Northwestern Medicine scientists have identified a new gene that can inhibit a multi-protein complex, possibly increasing the risk of cancer, according to a new study published in Science Advances.
The gene, called CATACOMB, is activated by epigenetic mechanisms and binds to a subunit of polycomb repressive complex 2 (PRC2), a protein complex known for its involvement in cancer. When CATACOMB is bound to PRC2, the entire complex stops working and this mechanism can cause cancer, according to Ali Shilatifard, PhD, chair of Biochemistry and Molecular Genetics, director of the Simpson Querrey Center for Epigenetics and senior author of the study.
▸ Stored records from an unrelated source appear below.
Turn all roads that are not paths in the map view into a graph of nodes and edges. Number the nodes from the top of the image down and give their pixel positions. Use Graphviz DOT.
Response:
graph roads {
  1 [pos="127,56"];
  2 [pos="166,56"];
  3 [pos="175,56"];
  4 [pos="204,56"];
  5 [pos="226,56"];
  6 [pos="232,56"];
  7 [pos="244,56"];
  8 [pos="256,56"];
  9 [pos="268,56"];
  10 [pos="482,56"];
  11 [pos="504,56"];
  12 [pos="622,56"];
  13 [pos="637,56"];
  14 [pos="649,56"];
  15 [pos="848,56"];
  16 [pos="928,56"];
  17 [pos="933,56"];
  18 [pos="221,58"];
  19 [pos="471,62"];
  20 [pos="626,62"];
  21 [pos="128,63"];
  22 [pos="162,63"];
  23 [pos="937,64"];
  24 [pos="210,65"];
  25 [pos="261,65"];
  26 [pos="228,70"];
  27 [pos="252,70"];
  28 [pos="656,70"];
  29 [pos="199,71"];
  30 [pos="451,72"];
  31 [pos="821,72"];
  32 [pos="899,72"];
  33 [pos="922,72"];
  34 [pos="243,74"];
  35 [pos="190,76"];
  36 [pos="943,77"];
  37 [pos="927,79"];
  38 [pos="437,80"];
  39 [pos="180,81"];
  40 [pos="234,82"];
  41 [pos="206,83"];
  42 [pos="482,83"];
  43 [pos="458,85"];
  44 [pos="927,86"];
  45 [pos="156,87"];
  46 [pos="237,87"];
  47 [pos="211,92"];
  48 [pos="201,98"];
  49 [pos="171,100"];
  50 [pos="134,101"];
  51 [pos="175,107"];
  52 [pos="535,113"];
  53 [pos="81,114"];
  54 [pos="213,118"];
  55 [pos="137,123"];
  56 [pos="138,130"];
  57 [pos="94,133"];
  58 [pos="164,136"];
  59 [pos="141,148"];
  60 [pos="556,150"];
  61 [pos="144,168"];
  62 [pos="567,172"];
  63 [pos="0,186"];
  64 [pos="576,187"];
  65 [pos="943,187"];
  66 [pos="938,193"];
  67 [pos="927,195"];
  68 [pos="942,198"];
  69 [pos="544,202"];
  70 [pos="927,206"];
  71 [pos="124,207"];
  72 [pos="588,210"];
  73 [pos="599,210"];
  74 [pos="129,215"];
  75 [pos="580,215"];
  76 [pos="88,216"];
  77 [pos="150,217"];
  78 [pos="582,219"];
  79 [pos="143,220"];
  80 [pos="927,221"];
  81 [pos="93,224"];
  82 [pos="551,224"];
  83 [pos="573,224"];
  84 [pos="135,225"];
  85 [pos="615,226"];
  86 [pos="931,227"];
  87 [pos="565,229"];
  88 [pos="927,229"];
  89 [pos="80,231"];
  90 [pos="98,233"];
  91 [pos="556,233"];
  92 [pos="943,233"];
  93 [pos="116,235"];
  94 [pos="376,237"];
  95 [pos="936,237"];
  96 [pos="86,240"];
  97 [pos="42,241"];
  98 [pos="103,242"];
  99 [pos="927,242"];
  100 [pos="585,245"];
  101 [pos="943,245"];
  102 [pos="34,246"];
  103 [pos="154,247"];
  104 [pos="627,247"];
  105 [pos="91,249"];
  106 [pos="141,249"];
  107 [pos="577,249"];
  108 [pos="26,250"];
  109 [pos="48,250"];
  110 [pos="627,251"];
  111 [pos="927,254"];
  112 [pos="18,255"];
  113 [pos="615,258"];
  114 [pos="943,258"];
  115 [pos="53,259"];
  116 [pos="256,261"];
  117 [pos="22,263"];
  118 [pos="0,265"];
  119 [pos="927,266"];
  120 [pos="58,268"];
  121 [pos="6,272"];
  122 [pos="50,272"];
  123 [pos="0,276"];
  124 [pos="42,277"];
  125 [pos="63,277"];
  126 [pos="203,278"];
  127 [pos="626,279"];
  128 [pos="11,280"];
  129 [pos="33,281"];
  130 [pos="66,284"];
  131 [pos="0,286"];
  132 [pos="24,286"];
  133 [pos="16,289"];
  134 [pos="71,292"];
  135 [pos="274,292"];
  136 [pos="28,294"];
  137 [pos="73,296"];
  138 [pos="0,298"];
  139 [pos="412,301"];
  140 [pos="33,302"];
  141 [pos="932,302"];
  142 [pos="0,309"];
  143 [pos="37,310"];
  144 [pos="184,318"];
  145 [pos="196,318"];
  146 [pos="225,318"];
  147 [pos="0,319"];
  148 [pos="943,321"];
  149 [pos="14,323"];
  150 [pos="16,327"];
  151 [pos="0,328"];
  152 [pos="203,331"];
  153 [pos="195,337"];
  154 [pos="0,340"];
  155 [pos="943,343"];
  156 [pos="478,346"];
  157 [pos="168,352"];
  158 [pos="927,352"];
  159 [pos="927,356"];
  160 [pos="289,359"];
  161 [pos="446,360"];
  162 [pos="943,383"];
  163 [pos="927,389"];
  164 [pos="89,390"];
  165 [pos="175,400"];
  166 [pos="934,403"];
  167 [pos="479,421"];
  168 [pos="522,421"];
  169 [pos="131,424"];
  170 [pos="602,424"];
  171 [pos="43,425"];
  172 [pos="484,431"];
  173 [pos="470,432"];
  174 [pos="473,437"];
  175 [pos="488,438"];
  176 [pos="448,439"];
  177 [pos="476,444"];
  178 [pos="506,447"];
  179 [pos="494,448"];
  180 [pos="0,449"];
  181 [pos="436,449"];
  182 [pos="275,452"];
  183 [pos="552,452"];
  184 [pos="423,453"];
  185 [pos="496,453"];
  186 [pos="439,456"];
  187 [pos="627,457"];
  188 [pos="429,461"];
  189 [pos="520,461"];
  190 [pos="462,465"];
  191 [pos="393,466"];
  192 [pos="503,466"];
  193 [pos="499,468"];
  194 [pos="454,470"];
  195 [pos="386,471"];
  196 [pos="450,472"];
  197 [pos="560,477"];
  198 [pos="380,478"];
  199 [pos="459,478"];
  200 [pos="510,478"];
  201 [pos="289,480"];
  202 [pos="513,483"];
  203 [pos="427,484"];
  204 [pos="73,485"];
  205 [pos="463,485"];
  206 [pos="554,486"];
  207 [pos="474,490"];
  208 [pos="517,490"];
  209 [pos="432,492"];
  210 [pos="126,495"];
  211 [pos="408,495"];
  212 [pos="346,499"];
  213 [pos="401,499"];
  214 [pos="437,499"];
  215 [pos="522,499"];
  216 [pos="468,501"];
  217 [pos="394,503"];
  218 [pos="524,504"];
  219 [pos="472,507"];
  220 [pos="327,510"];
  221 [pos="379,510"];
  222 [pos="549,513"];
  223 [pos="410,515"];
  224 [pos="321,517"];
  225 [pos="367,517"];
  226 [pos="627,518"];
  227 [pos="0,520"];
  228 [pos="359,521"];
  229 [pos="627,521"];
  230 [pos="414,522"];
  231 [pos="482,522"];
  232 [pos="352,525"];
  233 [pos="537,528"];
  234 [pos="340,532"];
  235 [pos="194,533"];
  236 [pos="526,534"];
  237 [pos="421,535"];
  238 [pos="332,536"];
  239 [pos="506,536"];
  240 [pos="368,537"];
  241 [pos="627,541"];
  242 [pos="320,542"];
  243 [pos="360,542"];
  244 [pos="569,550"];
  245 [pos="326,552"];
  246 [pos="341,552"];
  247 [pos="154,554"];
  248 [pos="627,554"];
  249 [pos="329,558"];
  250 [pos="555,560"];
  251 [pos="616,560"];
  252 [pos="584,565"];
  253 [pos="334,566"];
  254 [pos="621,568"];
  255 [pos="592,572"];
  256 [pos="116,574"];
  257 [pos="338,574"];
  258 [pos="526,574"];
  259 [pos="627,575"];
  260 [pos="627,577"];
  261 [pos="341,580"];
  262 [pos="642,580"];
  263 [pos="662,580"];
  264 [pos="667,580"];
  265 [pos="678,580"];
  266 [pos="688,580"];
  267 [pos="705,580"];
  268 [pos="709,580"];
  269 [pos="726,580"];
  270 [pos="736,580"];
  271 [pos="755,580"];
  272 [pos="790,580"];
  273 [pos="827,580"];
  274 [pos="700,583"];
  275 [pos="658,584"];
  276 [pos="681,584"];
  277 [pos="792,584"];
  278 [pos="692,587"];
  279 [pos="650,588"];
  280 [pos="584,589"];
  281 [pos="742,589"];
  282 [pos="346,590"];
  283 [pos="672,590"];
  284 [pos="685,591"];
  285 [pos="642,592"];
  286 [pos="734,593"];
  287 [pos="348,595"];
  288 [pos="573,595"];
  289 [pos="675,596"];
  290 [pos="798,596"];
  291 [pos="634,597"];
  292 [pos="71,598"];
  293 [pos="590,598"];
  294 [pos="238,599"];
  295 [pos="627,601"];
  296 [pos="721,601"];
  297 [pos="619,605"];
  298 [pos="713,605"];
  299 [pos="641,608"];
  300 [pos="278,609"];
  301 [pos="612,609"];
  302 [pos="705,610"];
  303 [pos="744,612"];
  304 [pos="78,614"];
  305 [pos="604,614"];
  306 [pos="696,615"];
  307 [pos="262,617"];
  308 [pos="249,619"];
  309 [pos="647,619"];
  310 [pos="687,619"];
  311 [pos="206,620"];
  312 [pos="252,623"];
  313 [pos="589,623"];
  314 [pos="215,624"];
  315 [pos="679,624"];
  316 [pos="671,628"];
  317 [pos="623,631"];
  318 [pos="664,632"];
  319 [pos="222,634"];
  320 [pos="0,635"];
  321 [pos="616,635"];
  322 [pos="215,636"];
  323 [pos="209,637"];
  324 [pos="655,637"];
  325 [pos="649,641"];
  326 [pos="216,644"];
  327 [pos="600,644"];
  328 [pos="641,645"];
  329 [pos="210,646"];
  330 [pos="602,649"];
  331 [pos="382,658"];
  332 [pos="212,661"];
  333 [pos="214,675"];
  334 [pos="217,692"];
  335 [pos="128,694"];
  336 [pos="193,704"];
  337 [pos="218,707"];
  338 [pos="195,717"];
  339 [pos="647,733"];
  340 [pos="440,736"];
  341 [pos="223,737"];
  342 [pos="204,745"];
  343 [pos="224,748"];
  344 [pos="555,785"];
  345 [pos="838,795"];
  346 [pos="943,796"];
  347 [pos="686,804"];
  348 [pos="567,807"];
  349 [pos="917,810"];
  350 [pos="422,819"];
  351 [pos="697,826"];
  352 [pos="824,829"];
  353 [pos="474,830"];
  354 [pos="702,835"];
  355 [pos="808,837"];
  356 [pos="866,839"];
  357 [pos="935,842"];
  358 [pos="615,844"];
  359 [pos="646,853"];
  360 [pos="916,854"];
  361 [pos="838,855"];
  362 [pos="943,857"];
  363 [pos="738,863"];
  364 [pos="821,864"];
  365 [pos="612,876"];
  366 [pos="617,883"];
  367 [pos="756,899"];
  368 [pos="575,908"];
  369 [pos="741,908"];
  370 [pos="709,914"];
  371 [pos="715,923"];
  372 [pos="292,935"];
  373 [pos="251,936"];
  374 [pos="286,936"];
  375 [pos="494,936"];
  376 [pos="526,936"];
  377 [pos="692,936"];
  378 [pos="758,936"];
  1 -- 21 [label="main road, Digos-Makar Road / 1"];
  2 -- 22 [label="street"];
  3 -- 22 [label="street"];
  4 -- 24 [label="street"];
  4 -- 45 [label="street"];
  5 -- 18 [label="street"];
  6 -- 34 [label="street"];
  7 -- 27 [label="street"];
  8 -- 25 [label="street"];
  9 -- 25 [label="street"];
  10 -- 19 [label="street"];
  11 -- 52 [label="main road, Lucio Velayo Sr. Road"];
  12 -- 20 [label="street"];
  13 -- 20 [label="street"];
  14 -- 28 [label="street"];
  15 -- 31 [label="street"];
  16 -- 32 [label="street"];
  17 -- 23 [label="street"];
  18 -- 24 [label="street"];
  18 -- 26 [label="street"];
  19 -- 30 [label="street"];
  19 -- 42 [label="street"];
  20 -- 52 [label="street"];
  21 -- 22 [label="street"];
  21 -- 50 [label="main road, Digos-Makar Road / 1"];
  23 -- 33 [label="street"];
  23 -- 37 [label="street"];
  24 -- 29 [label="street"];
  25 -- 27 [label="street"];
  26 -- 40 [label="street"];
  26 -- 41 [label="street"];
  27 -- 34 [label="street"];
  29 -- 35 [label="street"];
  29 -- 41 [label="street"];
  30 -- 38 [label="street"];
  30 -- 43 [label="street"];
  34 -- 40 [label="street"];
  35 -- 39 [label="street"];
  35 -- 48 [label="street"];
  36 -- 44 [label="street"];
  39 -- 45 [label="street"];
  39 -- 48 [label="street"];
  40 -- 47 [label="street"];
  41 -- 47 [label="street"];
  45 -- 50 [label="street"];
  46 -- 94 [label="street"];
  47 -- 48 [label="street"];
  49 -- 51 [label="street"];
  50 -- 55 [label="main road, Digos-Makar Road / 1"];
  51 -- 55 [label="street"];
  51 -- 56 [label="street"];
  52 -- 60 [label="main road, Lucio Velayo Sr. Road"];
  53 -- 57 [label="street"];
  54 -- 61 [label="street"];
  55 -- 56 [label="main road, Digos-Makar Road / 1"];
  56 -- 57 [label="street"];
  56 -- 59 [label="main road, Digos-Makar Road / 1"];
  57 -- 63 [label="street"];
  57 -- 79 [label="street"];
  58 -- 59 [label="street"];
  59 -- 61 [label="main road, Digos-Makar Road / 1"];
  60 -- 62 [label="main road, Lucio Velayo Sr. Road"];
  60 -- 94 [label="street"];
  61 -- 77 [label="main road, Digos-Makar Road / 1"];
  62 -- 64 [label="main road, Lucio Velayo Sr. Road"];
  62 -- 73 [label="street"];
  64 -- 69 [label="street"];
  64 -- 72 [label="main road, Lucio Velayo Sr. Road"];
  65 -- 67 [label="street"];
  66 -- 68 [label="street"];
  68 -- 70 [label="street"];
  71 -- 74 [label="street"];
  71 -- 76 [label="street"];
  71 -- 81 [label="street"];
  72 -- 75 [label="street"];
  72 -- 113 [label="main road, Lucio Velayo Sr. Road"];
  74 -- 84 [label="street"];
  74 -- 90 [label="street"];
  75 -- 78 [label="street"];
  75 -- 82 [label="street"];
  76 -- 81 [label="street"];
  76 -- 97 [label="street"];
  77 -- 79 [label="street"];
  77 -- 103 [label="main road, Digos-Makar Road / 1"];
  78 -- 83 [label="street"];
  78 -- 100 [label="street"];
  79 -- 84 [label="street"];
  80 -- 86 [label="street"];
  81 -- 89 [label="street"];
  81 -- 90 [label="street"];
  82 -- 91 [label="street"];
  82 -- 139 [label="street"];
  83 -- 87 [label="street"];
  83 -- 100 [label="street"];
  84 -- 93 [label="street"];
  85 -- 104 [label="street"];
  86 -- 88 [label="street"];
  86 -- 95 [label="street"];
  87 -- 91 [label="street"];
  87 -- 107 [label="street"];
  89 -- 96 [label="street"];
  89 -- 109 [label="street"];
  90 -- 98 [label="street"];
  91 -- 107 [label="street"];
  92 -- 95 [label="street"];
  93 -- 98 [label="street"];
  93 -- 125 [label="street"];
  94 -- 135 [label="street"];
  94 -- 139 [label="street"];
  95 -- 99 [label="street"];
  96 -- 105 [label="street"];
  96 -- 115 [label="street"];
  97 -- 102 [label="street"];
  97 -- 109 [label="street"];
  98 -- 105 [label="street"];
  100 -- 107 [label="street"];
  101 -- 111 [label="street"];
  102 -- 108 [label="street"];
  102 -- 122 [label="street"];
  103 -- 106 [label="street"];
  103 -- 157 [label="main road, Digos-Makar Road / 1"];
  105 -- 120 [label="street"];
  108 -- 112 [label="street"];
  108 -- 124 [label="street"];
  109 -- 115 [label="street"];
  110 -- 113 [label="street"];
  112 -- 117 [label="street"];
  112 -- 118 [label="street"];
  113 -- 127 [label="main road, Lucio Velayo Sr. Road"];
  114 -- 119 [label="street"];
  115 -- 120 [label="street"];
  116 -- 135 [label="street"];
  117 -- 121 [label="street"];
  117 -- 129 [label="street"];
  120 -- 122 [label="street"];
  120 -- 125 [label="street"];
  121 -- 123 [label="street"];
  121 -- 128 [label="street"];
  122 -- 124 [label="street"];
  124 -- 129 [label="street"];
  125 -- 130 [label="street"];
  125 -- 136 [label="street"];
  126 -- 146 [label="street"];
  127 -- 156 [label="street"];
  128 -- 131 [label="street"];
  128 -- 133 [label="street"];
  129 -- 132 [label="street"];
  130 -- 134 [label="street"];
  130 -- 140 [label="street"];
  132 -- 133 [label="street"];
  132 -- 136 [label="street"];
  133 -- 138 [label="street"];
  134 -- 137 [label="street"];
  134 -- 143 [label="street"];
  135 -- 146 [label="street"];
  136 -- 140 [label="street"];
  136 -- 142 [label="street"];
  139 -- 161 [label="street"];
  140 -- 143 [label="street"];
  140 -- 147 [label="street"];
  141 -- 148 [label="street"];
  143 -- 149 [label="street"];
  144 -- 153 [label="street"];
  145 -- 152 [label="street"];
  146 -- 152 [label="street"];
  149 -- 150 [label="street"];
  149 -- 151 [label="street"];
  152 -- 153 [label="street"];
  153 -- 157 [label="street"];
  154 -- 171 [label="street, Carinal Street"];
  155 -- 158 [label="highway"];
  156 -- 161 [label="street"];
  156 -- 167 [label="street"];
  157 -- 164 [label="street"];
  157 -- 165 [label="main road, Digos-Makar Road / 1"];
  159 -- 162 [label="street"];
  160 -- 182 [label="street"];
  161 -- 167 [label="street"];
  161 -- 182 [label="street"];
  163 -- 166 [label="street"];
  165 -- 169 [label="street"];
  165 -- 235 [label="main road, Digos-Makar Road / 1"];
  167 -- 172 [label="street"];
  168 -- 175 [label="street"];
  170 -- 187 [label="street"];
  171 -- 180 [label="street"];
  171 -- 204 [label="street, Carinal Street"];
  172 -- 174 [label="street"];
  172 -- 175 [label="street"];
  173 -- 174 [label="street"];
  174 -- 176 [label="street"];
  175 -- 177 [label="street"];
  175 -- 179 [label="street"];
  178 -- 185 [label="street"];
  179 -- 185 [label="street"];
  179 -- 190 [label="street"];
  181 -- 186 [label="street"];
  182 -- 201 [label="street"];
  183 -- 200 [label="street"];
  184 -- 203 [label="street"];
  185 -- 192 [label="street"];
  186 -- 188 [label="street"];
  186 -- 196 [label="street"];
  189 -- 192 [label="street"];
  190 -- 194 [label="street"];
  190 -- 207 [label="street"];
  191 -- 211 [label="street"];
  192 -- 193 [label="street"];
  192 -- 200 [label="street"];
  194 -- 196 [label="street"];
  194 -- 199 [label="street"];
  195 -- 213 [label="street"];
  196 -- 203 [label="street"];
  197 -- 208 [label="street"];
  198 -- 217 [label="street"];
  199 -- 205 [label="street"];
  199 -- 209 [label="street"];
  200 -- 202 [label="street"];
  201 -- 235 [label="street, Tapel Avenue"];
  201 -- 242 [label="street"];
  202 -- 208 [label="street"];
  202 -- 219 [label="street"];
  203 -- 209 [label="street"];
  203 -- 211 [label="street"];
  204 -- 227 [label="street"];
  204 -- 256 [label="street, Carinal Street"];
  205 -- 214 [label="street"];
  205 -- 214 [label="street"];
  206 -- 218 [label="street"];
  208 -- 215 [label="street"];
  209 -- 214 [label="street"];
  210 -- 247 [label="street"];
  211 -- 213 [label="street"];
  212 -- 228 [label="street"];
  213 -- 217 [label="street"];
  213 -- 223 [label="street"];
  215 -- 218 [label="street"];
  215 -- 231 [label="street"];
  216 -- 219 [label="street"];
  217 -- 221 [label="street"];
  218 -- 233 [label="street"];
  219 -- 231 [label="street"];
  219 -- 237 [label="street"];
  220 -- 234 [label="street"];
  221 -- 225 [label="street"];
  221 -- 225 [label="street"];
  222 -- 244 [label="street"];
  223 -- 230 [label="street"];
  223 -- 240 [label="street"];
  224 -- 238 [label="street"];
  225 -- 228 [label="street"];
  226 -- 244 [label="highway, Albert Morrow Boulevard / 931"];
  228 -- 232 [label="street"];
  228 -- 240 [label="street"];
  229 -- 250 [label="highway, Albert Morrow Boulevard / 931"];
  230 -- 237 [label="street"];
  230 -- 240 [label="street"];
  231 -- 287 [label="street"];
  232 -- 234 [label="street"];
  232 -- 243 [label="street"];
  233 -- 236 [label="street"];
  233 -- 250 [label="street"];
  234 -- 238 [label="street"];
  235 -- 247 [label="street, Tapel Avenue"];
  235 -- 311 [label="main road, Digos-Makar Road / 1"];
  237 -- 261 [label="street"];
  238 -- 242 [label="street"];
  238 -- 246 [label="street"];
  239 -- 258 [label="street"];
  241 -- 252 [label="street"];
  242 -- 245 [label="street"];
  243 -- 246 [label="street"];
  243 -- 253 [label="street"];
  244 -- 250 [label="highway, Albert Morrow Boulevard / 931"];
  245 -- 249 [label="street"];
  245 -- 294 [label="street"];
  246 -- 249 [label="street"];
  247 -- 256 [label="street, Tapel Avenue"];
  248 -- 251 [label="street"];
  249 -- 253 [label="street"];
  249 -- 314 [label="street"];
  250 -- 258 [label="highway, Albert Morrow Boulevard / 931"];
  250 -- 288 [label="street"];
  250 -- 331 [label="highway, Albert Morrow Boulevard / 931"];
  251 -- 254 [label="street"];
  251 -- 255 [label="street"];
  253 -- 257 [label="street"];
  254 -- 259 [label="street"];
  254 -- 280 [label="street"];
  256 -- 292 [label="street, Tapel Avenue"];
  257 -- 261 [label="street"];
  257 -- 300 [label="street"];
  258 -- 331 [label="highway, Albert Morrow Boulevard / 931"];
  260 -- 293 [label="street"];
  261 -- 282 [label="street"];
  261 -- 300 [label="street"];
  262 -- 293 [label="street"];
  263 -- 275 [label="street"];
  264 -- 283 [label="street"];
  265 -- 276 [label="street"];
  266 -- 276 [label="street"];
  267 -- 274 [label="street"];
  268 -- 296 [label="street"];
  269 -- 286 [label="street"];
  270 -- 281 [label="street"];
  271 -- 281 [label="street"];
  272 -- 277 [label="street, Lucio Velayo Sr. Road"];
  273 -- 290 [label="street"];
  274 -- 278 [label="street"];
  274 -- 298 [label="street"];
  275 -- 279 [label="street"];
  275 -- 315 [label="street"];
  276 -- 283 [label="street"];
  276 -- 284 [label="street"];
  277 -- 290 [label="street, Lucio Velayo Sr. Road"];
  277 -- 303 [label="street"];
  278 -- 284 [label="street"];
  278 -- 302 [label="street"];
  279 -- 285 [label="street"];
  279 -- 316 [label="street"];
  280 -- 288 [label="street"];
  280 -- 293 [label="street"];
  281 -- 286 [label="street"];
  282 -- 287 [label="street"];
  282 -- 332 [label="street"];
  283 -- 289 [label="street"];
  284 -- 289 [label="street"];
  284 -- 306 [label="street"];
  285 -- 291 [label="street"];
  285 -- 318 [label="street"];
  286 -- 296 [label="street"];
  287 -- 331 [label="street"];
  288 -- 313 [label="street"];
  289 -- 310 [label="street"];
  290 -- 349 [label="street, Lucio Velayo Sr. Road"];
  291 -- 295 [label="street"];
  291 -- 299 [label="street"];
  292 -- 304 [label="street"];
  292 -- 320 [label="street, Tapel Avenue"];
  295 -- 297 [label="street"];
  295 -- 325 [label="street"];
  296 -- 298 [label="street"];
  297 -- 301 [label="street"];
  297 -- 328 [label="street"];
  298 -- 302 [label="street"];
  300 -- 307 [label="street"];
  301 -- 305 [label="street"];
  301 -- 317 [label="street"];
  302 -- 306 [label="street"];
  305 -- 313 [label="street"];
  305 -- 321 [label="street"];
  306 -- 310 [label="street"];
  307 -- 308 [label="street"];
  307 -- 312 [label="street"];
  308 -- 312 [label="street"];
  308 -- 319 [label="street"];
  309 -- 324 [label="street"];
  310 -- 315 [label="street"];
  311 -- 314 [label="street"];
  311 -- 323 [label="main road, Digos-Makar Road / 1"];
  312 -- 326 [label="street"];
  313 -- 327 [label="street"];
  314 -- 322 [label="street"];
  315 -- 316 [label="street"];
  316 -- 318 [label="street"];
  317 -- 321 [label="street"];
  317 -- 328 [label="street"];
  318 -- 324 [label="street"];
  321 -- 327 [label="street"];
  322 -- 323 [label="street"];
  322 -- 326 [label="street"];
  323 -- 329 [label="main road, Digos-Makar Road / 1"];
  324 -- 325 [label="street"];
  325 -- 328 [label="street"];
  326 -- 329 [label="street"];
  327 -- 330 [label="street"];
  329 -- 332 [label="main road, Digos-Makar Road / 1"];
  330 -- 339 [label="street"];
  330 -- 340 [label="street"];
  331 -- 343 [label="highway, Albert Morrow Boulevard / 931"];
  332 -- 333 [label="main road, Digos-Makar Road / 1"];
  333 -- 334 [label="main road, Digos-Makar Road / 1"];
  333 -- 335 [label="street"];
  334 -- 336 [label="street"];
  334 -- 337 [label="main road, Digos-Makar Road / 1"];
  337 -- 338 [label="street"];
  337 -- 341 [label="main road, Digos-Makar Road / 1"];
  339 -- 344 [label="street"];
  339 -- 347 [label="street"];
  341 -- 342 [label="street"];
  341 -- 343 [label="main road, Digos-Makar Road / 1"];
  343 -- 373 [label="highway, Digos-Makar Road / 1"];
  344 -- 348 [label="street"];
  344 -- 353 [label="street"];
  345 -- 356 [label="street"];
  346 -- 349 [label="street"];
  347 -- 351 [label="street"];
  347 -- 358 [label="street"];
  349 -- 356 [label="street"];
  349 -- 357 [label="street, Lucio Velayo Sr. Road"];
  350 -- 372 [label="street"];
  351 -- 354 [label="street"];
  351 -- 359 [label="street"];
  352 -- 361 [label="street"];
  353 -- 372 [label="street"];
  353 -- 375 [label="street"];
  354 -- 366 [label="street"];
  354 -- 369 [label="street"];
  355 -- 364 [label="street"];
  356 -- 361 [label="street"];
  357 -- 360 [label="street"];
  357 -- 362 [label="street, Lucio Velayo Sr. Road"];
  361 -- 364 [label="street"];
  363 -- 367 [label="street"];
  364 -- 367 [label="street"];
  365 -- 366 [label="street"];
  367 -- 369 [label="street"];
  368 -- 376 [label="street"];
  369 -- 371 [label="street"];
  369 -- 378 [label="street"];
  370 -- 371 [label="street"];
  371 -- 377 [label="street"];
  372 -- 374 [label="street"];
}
“PRC2 is a protein complex mutated in a large number of cancers – it’s a major player,” said Shilatifard, who is also Robert Francis Furchgott Professor, a professor of Pediatrics and leader of the Cancer Epigenetics & Nuclear Dynamics (CEND) program at the Robert H. Lurie Comprehensive Cancer Center of Northwestern University.
Polycomb-group protein complexes play a fundamental role in several physiological processes due to their ability to suppress gene transcription. Transcription, the first step of gene expression, is the process of reading instructions from a genome and producing messages used to synthesize proteins or other molecules necessary for life. In particular, some mutations that are known to activate PRC2 have been identified as drivers of cancer: when PRC2 is misregulated, many important target genes can be aberrantly silenced and cancer cells can use this to replicate more quickly.
Andrea Piunti, PhD, postdoctoral fellow in the Shilatifard laboratory and lead author of the study, was investigating interactions between PRC2 and other molecules when he discovered CATACOMB and its connection to PRC2. Curiously, CATACOMB was dormant in every cell type Piunti examined except for a few types, including osteosarcoma cancer cells.
Searching for some common feature of CATACOMB-dormant cells, he found they all had high levels of DNA methylation, an epigenetic mechanism that cells use to shut off certain genes from being expressed. On the other hand, other cells used in the experiments had low levels of DNA methylation, and CATACOMB was expressed, binding to PRC2 and disabling it.
To find out if DNA methylation was the key, Piunti deployed a DNA methylate inhibitor on the CATACOMB-dormant cells, finding that once methylation was lowered, CATACOMB was expressed similarly to the osteosarcoma cells.
According to Piunti, this means the regular function of CATACOMB may be as a sensor of DNA methylation: varying levels of DNA methylation are required at different periods of development or during disease, and activation of CATACOMB may play an important role in these settings.
In addition, CATACOMB bears similarities to a 3K27M histone mutation frequently present in pediatric high-grade brain tumors, according to the authors.
In the future, Shilatifard and Piunti plan to explore therapeutic applications of CATACOMB. In addition, the fact that CATACOMB is silenced in regular cells but present in germ cells and placenta is another peculiarity worthy of further investigation, Shilatifard said.
“A lot about CATACOMB has been answered by this paper, and even more questions have been raised,” Shilatifard said.
This work was supported by grants from the National Institutes of Health; R00DC013805, K08HL128867, R50CA211428, R37-HD38691 and R35CA197569.